NTTドコモビジネス(旧 NTTコミュニケーションズ)と、NTTドコモビジネスの香港法人であるNTT Com Asiaは10月24日、金融機関向けにIOWN APN(All-Photonics Network)技術を活用した新サービス「APN InterLink」の提供を11月1日から香港で開始することを発表した。アジアの主要な金融センターである香港でのAPNの商用展開を通じて、アルゴリズム取引といった金融業界の次世代デジタルニーズへの対応を目指す。
両社は今後、主要金融センター間のシームレスな連携に向けて東京 - 香港間を結ぶアジア域内海底ケーブル「ASE(Asia Submarine-cable Express)」上でIOWN APNの展開を進める。
取り組みの背景
昨今の金融市場はデジタル化の進展により、取引の高速化と高度化が加速している。特に超高頻度取引(HFT)をはじめとしたアルゴリズム取引が市場におけるプレゼンスを年々高めており、通信遅延がわずかミリ秒単位であっても取引機会の損失に直結する。
こうした状況の中で、超低遅延ネットワークの整備は金融機関にとって競争力強化の重要な鍵となりつつある。「APN InterLink」の提供により、金融機関はデジタル変革を加速させ、AIを活用したイノベーションの創出など新たな価値創造に取り組むための基盤強化が期待できるとのことだ。

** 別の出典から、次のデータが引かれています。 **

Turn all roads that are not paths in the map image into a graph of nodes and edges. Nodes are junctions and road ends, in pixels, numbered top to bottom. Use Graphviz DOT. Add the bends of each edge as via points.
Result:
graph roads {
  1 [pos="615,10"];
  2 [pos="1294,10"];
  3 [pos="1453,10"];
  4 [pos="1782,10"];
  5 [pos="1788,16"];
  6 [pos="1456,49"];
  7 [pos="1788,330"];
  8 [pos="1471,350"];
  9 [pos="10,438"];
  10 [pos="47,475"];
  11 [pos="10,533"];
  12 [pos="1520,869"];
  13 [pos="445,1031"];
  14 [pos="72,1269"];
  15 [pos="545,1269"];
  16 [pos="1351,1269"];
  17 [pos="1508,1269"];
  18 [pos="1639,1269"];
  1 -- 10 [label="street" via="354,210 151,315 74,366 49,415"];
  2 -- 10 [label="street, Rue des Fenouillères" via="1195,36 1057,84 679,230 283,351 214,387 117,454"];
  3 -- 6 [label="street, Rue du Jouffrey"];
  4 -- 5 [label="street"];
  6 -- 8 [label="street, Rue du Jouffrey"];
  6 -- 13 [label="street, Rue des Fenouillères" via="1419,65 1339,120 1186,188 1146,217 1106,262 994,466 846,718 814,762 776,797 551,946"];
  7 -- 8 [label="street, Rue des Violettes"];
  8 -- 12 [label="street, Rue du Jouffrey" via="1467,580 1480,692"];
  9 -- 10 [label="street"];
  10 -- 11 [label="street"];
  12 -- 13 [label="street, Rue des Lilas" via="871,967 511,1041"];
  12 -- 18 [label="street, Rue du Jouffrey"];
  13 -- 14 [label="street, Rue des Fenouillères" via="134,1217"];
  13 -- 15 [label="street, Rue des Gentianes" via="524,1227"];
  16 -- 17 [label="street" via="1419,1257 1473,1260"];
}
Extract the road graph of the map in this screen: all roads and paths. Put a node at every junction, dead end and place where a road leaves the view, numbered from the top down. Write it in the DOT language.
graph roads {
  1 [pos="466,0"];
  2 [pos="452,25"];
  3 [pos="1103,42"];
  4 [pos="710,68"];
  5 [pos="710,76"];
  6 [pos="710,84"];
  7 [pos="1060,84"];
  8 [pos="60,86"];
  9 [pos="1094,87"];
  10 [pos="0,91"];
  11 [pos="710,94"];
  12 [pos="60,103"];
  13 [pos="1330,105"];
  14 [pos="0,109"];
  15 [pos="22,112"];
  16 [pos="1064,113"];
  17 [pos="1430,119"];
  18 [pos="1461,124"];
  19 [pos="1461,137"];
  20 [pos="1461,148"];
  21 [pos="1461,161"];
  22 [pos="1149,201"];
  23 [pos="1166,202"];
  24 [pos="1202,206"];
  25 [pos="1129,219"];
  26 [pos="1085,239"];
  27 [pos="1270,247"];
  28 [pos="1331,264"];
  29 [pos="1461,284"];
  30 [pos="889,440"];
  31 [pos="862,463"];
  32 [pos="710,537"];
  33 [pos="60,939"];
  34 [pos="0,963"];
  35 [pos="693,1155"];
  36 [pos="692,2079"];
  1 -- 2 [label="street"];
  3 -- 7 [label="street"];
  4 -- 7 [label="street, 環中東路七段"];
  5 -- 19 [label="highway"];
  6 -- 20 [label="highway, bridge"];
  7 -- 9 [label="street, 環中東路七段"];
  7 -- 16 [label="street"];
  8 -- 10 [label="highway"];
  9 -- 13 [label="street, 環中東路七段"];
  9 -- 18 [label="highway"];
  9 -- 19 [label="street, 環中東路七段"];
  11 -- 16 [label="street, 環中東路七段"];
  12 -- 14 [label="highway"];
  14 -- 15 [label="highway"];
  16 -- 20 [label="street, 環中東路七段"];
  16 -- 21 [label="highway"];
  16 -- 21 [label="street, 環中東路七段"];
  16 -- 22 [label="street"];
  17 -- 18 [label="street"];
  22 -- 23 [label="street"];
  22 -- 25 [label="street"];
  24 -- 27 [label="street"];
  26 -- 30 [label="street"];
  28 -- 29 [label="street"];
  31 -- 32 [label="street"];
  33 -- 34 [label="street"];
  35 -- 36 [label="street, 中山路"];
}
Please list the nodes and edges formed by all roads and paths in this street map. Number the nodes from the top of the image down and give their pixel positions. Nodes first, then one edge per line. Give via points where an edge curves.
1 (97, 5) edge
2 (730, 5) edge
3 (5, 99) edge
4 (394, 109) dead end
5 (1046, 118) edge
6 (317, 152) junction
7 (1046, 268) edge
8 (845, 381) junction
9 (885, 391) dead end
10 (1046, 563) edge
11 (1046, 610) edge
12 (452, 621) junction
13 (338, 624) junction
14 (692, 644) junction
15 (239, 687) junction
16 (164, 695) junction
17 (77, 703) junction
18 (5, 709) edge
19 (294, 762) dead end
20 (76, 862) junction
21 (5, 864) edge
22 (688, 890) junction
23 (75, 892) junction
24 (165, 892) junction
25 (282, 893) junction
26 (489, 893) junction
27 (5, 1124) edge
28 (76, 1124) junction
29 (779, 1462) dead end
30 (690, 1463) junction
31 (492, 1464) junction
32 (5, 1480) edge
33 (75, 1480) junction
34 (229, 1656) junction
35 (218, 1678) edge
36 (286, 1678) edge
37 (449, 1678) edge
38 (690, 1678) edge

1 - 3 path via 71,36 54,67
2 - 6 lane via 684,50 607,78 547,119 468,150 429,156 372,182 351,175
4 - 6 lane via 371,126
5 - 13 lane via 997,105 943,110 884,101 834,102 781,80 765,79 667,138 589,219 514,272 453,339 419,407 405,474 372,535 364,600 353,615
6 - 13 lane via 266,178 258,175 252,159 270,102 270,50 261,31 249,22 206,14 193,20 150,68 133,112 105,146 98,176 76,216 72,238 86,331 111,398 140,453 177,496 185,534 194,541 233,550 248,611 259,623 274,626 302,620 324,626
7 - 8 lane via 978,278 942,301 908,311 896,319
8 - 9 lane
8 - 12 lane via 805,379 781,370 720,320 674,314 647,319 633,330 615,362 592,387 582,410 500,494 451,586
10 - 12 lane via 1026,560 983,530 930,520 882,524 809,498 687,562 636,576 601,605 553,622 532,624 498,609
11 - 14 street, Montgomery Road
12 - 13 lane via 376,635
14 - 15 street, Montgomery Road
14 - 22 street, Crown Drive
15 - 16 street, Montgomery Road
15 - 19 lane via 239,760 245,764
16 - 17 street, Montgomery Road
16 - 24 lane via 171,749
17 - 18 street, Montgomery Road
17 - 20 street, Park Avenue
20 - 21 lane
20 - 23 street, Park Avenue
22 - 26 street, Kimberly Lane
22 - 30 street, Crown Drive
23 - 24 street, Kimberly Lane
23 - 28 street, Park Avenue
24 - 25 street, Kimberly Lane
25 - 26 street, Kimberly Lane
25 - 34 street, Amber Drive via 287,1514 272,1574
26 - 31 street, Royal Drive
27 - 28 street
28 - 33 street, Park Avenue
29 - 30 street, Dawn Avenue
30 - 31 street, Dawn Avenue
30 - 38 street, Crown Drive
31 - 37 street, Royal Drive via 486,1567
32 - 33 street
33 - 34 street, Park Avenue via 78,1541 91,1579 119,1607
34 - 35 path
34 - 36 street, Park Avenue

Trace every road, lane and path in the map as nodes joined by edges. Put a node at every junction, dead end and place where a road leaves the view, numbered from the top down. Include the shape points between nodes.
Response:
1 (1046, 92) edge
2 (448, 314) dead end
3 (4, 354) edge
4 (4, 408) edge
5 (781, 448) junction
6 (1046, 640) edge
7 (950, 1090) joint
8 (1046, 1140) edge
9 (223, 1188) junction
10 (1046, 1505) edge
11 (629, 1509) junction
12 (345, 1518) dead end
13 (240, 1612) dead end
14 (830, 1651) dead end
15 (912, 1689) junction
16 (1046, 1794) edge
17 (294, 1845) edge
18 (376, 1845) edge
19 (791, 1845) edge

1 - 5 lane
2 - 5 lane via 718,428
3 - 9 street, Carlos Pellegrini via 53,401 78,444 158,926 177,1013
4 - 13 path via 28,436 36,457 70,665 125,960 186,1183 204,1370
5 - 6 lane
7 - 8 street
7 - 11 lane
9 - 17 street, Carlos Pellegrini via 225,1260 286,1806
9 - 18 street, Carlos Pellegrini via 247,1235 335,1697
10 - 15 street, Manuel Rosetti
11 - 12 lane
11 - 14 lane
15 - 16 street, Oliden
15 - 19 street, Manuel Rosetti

また、金融業界をはじめとするミッションクリティカルな業務では、激甚災害への備えとして、事業継続を支えるディザスタリカバリシステムの整備が不可欠とされる。災害時のリスク低減には拠点を地理的に分散させる必要があるが、IOWN APNを活用することで遠隔地間での効率的かつシームレスなデータ伝送が可能となり、大規模災害対策の信頼性と運用効率性の向上にもつながる。
「APN InterLink」の概要
「APN InterLink」は、IOWN APNを活用した接続サービス。NTT Com Asiaのデータセンター間をAPNで接続する「APN DCLink」と、任意の拠点間をAPNで接続する「APN DedicatedLink」を提供する。
「APN DCLink」はNTT Com AsiaのフィナンシャルデータセンターとTai PoデータセンターをAPNで接続し、超低遅延ネットワークを提供する。フィナンシャルデータセンターは香港証券取引所(HKEX)に近接しており、遅延の影響を受けやすい金融取引やリアルタイムのトランザクション処理など、ミッションクリティカルな金融取引において最適なパフォーマンスを実現する。
「APN DedicatedLink」はデータセンター間のAPN接続に加え、香港域内で顧客拠点間をAPNで接続する。ユーザーの拠点から香港証券取引所(HKEX)へ超低遅延で接続を希望する場合は、拠点とNTT Com AsiaのフィナンシャルデータセンターまたはTai Poデータセンター間をAPNで接続することも可能。